Возмутился Федор от нелепых Коляевых слов, как отец его возмутился намедни, и вновь обрел дар речи.
— Дядя Коляй! Вы ж сами нам насупротив делать завещали. «Надо дальше от распила садиться» — это каждый младенец ведает!
— Я? — зашелся в клекоте орел. — Ни хрена я вам не завещал! Просто выпимши был, не с той стороны от распила сел, вот и п**данулся.
— И все?! И ничего не было?! Ни проклятия Бхагова, ни пилы запретной?
— Да не было ни хрена, — мрачно буркнул орел. — Навыдумывали с похмелья баек — вот и весь сказ.
От возмущения Федор безумно осмелел и стал выкрикивать такие слова, какие ему прежде и подумать было страшно:
— Может, вы, дядя Коляй, скажете, что и Хмари не было? Что небо с землей местами не сменились, а луна с солнцем? Что люди кровью не плакали и огнем не мочились? Что не с того времени лягушки кусаться стали, а капуста кочерыжкой вниз расти? И у баб не тогда хвосты появились, а у мужиков — по два уда, один семенной, другой — смертный?

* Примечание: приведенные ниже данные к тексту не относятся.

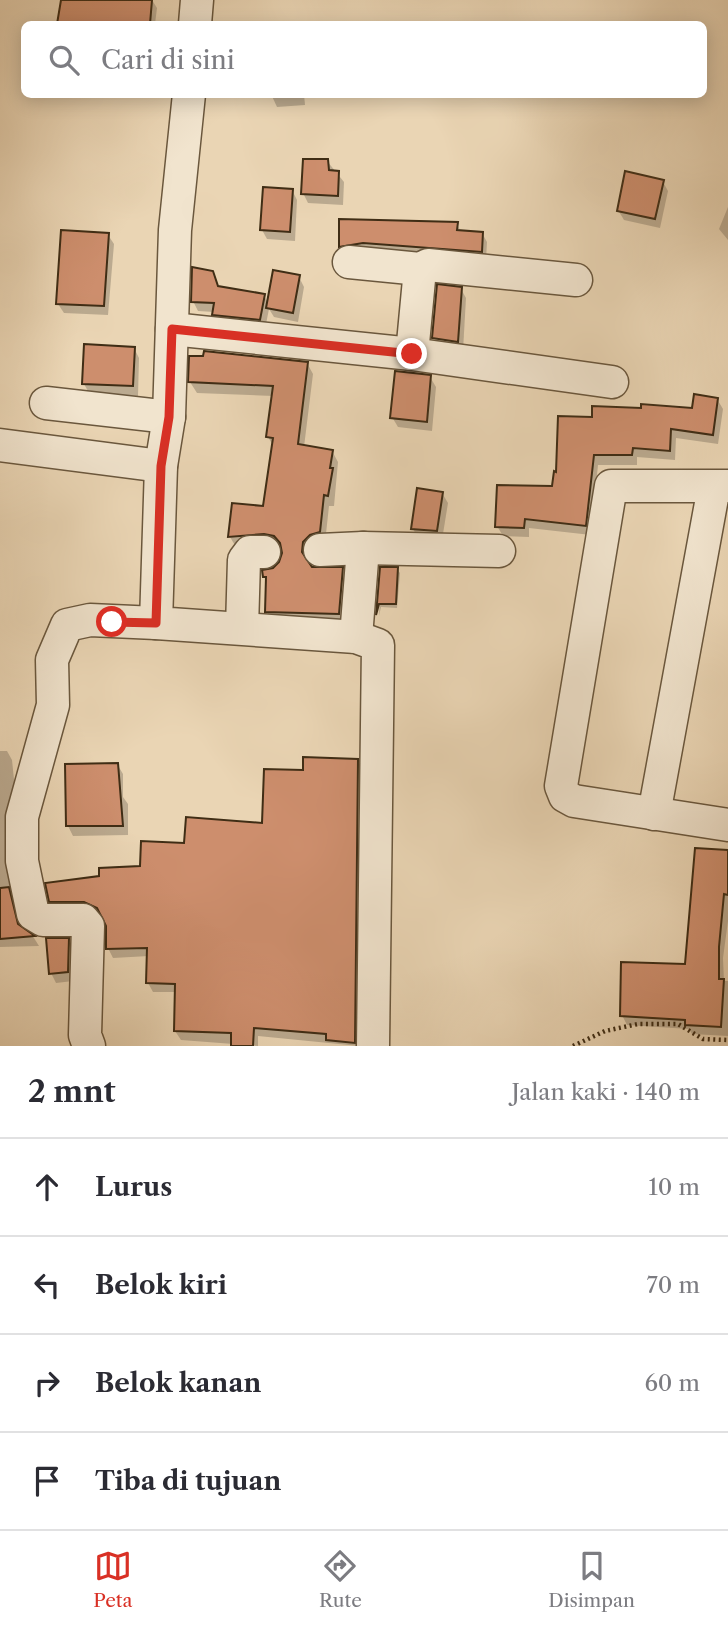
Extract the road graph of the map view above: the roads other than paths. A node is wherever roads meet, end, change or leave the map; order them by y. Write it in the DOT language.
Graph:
graph roads {
  1 [pos="197,0"];
  2 [pos="195,21"];
  3 [pos="189,98"];
  4 [pos="349,262"];
  5 [pos="420,269"];
  6 [pos="576,280"];
  7 [pos="172,329"];
  8 [pos="412,354"];
  9 [pos="612,382"];
  10 [pos="46,403"];
  11 [pos="169,417"];
  12 [pos="0,445"];
  13 [pos="161,466"];
  14 [pos="721,486"];
  15 [pos="363,548"];
  16 [pos="320,550"];
  17 [pos="499,551"];
  18 [pos="264,552"];
  19 [pos="156,623"];
  20 [pos="242,628"];
  21 [pos="356,637"];
  22 [pos="654,814"];
  23 [pos="728,825"];
  24 [pos="89,1046"];
  25 [pos="373,1046"];
  1 -- 2 [label="street"];
  3 -- 7 [label="street"];
  4 -- 5 [label="street"];
  5 -- 6 [label="street"];
  5 -- 8 [label="street"];
  7 -- 8 [label="street"];
  7 -- 11 [label="street"];
  8 -- 9 [label="street"];
  10 -- 11 [label="street"];
  11 -- 13 [label="street"];
  12 -- 13 [label="street"];
  13 -- 19 [label="street"];
  14 -- 22 [label="street"];
  14 -- 22 [label="street"];
  15 -- 16 [label="street"];
  15 -- 17 [label="street"];
  15 -- 21 [label="street"];
  18 -- 20 [label="street"];
  19 -- 20 [label="street"];
  19 -- 24 [label="street"];
  20 -- 21 [label="street"];
  21 -- 25 [label="street"];
  22 -- 23 [label="street"];
}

— Хмари не было, — упрямо мотнул головой орел. — А все остальное было. Только я тут ни при чем. Говорю же — похмельный был, не с того краю сел. Только вы с какого-то перепугу решили, что отныне так и должно быть. Тут на вас, мудаков п**данутых, беды и посыпались. Вместо того, чтобы разобраться, что к чему, на все один ответ нашли — как что случилось, сук под собой пилить. Вот и допилились до того, что и на людей уже не похожи.
— А какие же тогда люди? — изумился Федор.
— Такие, как я, — не без гордости сказал Коляй. — С крыльями могучими, роста исполинского, с пронзительным взором и орлиной речью. Летят, а не падают, парят, а не ползают. Хочешь, и ты таким станешь?
— Конечно, хочу! — не удержался Федор.
— Тогда бросай тятю, мамку и весь род свой дурацкий, и полетели со мной.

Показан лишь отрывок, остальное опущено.